Mandatory reporting laws have regularly been ignored, and an institutional culture of handling everything internally, and blaming girls for unwanted sexual attention, continues well into recent years. Fifteen years after college, I’m still “processing” my thoughts on life in the girls’ dorm and my work as a hall leader. I saw a rough underbelly of abusive practice that I didn’t have the experience or maturity or even education to recognize at the time, but the patterns are clear to me now. Maybe sometime I’ll unpack that whole box of memories, but I’ll move on for now.
(The whole question of eschewing psychological research as Satanic in favor of practicing nouthetic counseling is its own huge topic. Others have taken up the discussion; if you have no idea what I’m talking about, here’s a post from The Wartburg Watch that I can corroborate – everything he mentions, I heard in counseling class at BJU.)
Returning to the current BJU/GRACE controversy – The conversation is muddy. “Camps” emerge rapidly and their arguments are stereotyped by opposing sides, making straw man interaction all the more tempting. Extremism begins to drown out the conversation on both sides, preventing people in the middle from taking the whole discussion seriously.
It’s easy for the critics of BJU to condemn everyone there as depraved and abusive and bigoted legalists, yet this monolithic condemnation doesn’t match the experience of many of us who honestly value the good that came out of our Bob Jones years. (Probably need to write a post on that too.) Or to borrow the Kuyperian perspective, the antithesis runs through and not around any human institution, including Bob Jones University. There are good people and bad. The battle for sanctification in this life produces awkward mixtures of failure and grace.
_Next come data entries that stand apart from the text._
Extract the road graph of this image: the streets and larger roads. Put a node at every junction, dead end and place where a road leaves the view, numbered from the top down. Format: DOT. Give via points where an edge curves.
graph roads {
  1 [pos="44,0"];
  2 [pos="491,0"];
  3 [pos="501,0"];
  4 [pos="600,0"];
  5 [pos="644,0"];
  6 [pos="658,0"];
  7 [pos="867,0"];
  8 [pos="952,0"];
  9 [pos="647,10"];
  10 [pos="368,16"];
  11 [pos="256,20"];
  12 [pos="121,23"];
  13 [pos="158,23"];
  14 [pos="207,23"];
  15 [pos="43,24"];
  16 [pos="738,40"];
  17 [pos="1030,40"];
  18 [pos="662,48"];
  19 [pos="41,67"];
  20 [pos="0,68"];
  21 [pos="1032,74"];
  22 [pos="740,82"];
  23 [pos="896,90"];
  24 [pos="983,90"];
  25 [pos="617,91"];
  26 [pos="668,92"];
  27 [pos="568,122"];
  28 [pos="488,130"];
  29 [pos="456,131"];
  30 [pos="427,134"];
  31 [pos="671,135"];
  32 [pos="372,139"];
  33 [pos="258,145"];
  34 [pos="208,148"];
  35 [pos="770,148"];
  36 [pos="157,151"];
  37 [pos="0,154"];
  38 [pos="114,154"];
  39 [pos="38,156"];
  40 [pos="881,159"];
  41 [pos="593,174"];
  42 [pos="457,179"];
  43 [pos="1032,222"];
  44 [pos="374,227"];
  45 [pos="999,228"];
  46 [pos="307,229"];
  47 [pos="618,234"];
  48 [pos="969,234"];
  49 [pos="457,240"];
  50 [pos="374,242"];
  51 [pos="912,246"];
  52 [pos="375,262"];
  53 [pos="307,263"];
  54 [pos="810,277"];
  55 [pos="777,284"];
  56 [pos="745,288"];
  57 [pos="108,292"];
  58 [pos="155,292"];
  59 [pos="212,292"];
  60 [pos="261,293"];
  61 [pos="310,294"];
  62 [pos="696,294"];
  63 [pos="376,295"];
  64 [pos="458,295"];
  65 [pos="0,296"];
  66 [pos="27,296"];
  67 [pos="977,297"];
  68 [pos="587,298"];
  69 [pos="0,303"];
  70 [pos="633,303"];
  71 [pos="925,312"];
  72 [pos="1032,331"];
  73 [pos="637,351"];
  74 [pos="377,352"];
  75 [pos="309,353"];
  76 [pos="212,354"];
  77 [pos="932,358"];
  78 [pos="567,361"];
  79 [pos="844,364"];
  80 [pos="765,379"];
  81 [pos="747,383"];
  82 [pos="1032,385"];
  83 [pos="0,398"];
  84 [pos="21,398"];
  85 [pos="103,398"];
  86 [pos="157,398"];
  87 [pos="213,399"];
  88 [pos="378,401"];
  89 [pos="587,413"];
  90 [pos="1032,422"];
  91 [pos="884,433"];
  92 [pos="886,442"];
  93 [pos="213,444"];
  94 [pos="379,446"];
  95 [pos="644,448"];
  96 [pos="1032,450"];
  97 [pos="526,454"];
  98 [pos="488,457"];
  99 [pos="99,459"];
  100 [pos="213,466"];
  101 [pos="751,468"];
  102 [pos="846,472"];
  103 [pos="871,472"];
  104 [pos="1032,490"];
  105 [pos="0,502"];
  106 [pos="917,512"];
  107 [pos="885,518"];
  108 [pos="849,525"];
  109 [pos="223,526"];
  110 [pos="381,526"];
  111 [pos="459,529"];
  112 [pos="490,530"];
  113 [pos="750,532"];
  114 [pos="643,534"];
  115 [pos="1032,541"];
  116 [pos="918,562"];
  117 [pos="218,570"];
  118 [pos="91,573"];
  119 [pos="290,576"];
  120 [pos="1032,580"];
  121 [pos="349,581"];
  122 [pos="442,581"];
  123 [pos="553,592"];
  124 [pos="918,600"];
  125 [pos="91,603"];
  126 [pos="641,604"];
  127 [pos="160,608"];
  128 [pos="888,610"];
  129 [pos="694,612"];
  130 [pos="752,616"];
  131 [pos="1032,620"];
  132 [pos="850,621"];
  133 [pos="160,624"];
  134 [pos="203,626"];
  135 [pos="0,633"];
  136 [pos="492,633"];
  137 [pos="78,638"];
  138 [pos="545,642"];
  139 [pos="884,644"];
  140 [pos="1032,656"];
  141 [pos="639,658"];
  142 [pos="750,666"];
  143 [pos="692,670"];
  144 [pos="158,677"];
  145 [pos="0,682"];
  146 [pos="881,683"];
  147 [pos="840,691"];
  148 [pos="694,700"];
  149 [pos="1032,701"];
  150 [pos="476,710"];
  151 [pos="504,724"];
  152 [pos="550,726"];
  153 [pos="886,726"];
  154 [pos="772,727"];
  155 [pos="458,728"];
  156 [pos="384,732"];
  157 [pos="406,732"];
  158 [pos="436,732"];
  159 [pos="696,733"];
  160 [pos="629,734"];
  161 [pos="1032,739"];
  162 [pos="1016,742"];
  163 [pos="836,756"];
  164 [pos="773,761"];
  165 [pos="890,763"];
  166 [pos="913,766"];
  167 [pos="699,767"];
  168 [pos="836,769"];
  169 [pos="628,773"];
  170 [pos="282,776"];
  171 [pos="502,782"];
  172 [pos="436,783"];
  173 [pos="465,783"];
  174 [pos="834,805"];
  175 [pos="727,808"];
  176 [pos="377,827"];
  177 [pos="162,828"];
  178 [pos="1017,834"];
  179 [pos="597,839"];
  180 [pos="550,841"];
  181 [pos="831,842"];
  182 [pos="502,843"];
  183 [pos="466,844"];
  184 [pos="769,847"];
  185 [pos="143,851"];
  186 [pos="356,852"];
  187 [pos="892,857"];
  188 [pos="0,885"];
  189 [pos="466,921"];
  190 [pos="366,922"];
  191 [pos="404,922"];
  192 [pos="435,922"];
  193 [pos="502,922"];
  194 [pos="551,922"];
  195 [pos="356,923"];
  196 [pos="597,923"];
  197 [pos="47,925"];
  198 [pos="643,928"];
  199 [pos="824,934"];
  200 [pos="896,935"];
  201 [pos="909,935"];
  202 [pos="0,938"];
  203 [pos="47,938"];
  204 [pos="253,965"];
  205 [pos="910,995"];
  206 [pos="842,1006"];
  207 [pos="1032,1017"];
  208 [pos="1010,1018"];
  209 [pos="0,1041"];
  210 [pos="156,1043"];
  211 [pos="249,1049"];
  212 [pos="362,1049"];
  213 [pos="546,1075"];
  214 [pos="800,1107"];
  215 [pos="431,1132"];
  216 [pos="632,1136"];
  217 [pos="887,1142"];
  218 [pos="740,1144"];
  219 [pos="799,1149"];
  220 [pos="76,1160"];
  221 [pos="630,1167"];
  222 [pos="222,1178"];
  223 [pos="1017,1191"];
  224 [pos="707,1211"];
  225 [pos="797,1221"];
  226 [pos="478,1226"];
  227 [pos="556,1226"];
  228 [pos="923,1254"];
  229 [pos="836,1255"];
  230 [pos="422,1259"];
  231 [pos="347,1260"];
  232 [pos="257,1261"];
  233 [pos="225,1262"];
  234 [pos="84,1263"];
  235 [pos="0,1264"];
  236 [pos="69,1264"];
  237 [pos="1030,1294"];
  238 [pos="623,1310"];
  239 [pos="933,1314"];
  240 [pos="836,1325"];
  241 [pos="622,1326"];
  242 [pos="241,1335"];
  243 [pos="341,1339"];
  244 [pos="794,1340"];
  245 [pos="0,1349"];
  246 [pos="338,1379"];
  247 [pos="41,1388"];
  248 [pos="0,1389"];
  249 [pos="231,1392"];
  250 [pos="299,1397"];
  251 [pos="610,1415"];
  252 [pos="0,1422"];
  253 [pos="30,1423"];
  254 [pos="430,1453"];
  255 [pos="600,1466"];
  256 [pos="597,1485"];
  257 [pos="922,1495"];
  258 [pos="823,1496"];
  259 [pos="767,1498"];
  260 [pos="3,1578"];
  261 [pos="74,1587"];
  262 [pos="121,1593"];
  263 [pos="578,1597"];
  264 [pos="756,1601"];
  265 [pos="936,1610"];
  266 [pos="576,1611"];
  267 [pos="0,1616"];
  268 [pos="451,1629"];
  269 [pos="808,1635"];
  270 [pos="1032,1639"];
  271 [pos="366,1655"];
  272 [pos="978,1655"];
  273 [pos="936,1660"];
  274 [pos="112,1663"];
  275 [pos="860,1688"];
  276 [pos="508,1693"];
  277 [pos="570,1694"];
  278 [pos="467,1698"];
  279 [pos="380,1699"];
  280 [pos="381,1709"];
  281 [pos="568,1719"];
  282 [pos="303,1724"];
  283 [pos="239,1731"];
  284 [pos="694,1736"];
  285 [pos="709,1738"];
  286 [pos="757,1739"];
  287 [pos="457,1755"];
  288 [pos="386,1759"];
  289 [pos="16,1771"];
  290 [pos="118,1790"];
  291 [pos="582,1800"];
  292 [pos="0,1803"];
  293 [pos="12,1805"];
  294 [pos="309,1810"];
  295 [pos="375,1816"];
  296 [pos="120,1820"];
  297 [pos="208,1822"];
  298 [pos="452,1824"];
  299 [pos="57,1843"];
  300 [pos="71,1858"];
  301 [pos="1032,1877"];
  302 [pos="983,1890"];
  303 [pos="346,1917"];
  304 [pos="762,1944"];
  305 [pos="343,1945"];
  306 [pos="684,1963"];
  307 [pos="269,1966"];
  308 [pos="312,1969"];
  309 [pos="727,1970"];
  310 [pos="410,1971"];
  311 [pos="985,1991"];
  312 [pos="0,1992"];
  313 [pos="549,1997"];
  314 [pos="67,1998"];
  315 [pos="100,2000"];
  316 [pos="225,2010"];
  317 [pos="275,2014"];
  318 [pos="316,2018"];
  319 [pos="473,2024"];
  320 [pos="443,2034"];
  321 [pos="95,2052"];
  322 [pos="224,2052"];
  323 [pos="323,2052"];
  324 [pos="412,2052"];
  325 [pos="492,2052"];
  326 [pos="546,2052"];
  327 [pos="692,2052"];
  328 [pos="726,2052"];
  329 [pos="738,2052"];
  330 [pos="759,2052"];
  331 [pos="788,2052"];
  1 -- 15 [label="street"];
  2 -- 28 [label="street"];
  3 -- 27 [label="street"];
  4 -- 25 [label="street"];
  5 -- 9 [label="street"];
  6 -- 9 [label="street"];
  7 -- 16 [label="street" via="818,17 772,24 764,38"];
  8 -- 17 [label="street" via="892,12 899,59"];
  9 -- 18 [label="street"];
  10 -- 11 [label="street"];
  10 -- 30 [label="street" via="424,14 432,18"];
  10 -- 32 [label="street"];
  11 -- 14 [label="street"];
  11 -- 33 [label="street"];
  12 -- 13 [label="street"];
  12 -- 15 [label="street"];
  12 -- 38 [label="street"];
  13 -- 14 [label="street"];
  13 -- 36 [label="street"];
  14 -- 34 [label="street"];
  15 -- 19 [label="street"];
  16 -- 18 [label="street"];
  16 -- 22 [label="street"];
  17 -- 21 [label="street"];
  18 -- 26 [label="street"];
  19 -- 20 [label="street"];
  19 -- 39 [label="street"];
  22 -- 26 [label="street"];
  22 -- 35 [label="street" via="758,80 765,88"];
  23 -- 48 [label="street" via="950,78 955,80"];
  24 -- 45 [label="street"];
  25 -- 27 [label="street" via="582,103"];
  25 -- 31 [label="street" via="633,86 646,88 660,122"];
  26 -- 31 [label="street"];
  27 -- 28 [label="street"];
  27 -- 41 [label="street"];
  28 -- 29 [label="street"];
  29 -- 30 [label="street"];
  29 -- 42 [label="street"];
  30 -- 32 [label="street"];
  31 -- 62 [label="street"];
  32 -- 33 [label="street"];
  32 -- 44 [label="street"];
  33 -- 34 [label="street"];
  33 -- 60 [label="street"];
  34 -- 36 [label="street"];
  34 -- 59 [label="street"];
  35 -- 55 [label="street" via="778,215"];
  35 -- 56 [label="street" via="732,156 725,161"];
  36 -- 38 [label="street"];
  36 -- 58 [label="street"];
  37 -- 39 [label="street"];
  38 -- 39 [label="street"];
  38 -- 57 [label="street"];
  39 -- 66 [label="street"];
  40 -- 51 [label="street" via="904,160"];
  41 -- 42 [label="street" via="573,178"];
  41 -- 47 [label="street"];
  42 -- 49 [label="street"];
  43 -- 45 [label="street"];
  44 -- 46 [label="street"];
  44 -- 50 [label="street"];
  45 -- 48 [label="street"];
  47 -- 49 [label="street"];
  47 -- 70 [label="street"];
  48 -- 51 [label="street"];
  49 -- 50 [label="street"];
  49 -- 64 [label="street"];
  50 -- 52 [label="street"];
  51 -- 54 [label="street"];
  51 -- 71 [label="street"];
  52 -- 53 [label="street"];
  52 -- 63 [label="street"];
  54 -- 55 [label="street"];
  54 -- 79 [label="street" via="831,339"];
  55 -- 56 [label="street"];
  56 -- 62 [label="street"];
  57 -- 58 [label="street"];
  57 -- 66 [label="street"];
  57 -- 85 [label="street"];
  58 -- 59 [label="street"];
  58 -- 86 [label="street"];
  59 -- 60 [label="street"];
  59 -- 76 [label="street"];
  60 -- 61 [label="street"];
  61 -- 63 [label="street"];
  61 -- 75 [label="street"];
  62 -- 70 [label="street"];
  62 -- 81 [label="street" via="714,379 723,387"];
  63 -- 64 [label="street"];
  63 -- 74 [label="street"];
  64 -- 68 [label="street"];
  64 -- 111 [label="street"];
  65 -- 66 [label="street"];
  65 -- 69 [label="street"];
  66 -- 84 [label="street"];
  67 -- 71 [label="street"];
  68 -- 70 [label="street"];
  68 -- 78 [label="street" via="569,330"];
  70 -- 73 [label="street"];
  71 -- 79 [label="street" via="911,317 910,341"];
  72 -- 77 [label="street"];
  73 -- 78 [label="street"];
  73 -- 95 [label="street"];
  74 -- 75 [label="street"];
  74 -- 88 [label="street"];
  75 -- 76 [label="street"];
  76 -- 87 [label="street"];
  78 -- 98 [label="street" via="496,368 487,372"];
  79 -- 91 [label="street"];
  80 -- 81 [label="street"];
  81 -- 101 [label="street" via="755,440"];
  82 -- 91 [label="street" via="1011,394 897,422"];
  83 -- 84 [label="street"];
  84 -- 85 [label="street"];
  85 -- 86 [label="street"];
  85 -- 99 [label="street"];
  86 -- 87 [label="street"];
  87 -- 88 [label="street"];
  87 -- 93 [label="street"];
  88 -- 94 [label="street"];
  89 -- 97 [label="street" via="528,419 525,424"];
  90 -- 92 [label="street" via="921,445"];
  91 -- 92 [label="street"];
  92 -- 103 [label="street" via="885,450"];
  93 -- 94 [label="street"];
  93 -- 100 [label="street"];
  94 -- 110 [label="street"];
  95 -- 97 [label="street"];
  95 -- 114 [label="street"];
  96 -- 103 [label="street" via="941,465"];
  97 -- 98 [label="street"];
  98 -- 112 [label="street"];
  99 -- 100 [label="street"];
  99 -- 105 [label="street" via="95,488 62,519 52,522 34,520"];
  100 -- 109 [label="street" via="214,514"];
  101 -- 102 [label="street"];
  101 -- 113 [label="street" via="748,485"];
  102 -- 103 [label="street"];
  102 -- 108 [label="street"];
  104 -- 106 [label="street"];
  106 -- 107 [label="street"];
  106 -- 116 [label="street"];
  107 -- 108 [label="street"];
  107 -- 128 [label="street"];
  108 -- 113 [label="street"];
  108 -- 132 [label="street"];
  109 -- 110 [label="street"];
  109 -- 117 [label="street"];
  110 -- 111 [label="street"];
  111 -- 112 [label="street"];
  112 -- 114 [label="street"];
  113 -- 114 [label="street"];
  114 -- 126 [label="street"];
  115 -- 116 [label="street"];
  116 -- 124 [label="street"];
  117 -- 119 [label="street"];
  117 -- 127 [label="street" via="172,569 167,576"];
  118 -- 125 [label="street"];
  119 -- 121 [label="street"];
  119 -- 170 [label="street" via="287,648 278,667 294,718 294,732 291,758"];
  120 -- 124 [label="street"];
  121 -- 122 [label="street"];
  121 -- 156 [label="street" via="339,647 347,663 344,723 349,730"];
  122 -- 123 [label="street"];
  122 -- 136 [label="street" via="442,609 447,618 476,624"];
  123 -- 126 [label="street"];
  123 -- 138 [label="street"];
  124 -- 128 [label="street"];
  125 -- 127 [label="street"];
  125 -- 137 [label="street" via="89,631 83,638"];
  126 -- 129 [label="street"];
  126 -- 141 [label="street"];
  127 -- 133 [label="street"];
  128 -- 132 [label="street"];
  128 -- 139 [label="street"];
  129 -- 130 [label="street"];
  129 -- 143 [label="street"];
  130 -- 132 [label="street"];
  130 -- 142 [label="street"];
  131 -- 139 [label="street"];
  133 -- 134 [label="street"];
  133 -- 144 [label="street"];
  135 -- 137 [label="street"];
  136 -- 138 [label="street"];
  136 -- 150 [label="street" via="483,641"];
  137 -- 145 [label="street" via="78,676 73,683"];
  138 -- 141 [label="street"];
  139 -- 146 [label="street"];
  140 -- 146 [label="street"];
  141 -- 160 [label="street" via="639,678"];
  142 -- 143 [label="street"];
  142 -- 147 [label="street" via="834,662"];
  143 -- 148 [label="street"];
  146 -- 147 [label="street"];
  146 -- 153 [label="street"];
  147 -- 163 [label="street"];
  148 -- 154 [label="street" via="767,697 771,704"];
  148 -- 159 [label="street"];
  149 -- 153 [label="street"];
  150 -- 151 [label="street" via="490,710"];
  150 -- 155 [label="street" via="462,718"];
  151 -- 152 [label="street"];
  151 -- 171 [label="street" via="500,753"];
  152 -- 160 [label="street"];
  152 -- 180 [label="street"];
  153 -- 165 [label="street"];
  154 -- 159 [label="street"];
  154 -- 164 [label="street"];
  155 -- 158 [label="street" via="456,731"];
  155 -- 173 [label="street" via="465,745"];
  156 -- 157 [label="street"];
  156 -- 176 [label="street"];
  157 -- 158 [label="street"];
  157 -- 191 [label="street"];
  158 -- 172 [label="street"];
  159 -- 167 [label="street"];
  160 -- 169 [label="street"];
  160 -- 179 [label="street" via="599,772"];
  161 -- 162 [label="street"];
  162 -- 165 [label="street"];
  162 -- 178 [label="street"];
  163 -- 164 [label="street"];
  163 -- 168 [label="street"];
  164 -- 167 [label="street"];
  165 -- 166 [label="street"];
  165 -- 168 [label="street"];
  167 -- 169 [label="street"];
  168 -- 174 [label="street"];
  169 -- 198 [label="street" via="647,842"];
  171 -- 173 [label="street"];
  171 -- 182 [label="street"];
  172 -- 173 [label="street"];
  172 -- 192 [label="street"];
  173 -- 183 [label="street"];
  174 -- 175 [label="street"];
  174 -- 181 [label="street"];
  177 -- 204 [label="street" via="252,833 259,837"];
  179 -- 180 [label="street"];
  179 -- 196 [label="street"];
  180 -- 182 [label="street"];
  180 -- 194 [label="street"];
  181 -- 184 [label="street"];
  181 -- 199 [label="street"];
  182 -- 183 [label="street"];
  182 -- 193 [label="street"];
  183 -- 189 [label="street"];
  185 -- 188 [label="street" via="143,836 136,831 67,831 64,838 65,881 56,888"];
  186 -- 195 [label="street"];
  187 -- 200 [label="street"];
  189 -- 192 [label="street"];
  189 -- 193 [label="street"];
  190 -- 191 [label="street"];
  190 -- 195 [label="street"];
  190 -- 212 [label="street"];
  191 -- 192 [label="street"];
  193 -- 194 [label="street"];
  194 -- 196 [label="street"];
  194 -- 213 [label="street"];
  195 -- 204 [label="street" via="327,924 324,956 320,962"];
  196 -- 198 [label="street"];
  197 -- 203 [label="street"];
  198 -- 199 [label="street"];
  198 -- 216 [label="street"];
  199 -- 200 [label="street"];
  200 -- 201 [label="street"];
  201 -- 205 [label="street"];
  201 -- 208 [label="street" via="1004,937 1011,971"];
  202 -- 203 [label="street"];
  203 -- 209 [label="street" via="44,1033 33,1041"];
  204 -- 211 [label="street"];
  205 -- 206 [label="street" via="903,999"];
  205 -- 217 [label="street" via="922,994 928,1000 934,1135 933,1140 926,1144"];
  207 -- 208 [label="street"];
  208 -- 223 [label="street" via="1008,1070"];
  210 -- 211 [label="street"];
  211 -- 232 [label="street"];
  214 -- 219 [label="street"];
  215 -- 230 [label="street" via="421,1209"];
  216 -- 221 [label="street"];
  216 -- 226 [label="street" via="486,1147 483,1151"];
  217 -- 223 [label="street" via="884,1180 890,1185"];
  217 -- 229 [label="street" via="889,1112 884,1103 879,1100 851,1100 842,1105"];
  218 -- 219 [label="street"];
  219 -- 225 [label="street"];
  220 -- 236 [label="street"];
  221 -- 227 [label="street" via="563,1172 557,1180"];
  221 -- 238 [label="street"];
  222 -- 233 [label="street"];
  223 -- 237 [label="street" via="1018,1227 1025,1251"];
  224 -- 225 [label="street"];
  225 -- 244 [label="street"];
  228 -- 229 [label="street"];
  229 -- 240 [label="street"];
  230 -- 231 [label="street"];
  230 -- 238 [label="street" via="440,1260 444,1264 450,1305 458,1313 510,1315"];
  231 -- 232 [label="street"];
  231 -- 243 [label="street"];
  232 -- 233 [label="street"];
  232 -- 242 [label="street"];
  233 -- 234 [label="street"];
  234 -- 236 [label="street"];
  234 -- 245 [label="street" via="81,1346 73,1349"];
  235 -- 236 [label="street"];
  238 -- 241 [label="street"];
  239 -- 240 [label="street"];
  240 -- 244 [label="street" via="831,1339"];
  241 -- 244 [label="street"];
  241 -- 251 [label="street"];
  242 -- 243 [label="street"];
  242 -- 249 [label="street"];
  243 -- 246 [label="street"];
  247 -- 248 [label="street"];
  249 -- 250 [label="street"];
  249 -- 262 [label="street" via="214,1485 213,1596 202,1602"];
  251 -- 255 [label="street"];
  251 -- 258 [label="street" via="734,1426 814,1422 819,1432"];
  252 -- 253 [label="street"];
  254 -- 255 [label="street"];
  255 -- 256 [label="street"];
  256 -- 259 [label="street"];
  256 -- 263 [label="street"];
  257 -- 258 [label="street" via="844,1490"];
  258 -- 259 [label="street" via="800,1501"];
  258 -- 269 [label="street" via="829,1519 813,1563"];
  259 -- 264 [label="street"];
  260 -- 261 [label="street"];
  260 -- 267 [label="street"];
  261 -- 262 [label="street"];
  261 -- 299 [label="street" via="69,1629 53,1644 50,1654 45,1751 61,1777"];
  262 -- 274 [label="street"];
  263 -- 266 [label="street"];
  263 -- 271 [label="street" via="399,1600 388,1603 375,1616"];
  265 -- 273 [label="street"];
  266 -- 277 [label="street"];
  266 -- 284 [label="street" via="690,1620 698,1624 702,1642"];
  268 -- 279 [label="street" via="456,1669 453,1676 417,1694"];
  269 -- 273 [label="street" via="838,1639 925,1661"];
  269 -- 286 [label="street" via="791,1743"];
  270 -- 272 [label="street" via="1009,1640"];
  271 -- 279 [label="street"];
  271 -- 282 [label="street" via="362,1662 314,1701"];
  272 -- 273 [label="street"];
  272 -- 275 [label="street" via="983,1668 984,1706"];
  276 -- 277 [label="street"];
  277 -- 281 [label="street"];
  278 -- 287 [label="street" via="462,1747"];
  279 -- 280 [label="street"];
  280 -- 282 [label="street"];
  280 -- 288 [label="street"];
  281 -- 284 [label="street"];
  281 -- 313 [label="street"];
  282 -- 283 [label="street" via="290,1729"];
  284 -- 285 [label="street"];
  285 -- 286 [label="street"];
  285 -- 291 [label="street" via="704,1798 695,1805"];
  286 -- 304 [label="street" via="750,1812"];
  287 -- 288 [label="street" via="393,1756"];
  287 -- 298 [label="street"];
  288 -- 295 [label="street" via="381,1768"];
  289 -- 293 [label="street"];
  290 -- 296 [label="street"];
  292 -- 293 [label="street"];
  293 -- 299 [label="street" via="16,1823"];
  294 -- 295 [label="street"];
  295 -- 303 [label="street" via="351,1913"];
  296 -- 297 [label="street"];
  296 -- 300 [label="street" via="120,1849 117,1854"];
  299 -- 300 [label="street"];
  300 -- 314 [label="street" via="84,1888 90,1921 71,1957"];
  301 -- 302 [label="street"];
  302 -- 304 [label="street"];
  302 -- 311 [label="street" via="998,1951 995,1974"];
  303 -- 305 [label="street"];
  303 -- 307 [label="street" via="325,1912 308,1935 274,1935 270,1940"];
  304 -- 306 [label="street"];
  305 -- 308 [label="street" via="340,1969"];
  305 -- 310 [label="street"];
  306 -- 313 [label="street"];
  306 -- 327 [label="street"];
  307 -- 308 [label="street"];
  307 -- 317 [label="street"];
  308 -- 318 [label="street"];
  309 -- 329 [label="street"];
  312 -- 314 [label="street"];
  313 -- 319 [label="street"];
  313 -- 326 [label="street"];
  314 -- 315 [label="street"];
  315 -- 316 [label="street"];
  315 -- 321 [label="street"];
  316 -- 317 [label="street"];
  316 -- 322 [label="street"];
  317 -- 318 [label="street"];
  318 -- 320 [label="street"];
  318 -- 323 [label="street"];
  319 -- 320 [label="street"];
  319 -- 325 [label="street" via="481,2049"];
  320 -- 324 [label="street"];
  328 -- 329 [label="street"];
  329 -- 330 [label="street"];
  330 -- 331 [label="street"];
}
Likewise, the defenders of BJU should be faulted for ignoring mounting and overwhelming evidence that we cannot simply let BJU sort this out in their own time, or blame GRACE as if the investigator is the problem. (It isn’t.) Whether the critics are “bitter” toward BJU or not is irrelevant. Abuse has been tolerated, covered up, and mishandled by the administration for decades. The University has a deep racist history – even if you disagree that a particular action was motivated by racism, you can’t overlook the whole arc.
The middle has dropped out of the conversation about BJU and abuse.

When the discussion allows you to be a member only of the extremes, I think you get two things: 1) To an extent, clarity of the opposing viewpoints; but also 2) fog of war, which prevents us from seeing underlying causes as clearly as we might.
The question of abuse – how to define it, how to recognize it, how to ensure that victims and those accused of inflicting abuse are both given a fair hearing – has exploded into popular consciousness. Whether it’s the nightmare of priestly abuse in the Catholic church (helloooo….. maybe celibacy could go?) or Protestant preachers caught doing the dirty with a kid in the youth group, everyone seems to know now that powerful Christians sometimes use that power to abuse the people under their care. It’s shameful, and it needs to stop.
The culture of protecting the accused lies at the heart of the problem, but I’d like to point a finger at one underlying theological error that drives this behavior:
Defining government as “that which is evil.”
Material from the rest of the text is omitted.